EXERCISE BRIEF: Answer with a single number stating how many lines of the entries below include the string "Willow".

DATA RECORDS:
Segment Open

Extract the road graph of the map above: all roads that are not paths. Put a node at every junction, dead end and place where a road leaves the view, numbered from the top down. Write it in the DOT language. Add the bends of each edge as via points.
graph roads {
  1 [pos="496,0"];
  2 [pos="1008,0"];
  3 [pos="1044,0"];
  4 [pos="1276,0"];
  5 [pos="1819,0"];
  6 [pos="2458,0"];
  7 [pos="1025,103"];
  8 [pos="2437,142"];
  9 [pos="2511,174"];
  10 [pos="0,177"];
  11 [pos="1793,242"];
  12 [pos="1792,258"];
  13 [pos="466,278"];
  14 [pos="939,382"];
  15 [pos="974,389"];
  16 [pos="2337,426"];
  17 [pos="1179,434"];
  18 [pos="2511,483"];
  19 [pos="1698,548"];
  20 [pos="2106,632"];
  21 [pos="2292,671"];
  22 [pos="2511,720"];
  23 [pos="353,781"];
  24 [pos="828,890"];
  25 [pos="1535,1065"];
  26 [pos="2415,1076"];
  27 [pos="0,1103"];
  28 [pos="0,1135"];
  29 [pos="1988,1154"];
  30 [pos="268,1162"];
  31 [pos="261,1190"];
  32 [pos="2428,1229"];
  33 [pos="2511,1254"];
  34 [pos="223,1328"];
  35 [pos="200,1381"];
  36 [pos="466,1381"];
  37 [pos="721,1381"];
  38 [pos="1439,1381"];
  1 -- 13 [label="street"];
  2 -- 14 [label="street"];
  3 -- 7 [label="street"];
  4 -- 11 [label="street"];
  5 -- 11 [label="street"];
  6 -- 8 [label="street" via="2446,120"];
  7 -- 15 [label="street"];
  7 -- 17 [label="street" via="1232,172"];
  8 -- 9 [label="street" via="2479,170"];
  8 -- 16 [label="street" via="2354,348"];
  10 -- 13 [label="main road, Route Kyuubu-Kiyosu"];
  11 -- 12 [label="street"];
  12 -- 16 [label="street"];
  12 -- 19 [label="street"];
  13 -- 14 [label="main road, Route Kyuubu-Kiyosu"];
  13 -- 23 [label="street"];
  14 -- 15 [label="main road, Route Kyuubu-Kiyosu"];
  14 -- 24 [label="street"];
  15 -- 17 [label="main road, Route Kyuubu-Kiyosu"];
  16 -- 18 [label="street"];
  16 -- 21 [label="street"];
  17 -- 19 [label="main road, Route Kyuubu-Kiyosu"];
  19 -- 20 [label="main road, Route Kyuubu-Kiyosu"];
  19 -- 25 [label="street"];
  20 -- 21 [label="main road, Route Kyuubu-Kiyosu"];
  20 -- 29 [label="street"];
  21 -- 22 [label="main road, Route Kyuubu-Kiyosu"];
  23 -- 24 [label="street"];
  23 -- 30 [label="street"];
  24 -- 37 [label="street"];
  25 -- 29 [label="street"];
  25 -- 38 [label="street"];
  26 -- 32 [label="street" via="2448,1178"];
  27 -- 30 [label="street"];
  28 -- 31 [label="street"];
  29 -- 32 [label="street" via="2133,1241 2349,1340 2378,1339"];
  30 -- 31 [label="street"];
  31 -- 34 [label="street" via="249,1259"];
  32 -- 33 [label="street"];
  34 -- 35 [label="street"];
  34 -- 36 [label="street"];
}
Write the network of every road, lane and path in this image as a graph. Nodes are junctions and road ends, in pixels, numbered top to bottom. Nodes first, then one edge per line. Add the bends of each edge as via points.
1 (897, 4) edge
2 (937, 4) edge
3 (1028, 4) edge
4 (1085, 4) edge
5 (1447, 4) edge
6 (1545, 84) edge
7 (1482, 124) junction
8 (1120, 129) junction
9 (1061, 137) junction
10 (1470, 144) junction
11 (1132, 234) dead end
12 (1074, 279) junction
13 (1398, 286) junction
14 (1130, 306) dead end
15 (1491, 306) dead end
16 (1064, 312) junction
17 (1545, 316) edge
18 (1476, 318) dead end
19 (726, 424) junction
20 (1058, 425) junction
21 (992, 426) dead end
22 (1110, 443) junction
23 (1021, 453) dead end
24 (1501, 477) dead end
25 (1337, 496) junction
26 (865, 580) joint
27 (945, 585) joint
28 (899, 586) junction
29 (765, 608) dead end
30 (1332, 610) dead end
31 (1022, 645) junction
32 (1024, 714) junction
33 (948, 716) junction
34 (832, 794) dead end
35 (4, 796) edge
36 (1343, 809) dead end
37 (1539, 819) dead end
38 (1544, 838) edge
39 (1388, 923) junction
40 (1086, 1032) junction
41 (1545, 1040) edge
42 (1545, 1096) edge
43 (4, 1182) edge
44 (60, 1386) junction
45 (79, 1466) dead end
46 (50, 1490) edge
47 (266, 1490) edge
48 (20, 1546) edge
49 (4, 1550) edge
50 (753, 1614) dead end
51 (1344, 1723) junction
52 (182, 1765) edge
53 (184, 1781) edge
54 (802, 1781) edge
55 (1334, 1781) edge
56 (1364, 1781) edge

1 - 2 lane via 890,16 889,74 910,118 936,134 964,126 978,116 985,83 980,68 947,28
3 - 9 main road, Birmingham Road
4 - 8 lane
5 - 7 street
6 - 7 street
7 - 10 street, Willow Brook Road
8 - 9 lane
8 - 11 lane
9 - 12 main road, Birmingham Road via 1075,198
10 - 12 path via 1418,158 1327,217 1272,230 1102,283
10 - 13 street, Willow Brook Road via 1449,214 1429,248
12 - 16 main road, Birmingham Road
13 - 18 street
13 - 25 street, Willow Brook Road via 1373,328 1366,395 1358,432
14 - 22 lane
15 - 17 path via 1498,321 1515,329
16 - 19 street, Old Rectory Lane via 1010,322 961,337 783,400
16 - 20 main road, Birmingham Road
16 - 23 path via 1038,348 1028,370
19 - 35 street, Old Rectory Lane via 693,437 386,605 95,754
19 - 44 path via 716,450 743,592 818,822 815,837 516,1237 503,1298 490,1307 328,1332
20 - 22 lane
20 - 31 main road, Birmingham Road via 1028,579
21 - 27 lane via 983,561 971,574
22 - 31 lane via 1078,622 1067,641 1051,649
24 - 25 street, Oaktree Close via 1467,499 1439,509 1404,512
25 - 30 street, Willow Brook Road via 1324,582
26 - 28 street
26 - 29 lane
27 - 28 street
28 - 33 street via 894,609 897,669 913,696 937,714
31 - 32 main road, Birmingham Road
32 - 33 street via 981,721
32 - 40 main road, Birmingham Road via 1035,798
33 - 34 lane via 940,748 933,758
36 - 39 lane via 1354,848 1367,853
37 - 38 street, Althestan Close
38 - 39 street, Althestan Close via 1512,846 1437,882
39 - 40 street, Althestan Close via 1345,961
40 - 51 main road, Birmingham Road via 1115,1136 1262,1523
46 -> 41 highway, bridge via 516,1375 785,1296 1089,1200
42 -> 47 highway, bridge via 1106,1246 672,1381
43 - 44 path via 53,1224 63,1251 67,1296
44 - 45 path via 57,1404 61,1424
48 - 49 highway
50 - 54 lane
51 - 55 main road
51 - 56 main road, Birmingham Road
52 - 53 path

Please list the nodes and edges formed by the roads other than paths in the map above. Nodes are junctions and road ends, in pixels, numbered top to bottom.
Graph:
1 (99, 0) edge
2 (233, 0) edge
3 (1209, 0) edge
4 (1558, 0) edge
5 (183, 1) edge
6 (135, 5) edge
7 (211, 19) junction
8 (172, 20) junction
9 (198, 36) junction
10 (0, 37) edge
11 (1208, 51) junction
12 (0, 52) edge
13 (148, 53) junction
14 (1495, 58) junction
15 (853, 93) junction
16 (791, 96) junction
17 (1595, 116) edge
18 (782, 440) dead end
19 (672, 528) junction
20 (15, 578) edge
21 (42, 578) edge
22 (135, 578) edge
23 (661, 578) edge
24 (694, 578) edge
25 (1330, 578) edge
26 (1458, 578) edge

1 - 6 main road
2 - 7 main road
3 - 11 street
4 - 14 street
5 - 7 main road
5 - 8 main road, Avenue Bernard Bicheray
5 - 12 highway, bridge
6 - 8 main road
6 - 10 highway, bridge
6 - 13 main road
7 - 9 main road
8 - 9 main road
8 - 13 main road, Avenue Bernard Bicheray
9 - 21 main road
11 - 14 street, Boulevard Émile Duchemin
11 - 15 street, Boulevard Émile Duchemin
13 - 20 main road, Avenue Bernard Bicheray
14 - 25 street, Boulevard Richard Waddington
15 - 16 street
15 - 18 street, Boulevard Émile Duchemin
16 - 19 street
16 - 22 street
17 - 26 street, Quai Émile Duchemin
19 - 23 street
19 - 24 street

Segment Closed

EXERCISE ANSWER: 4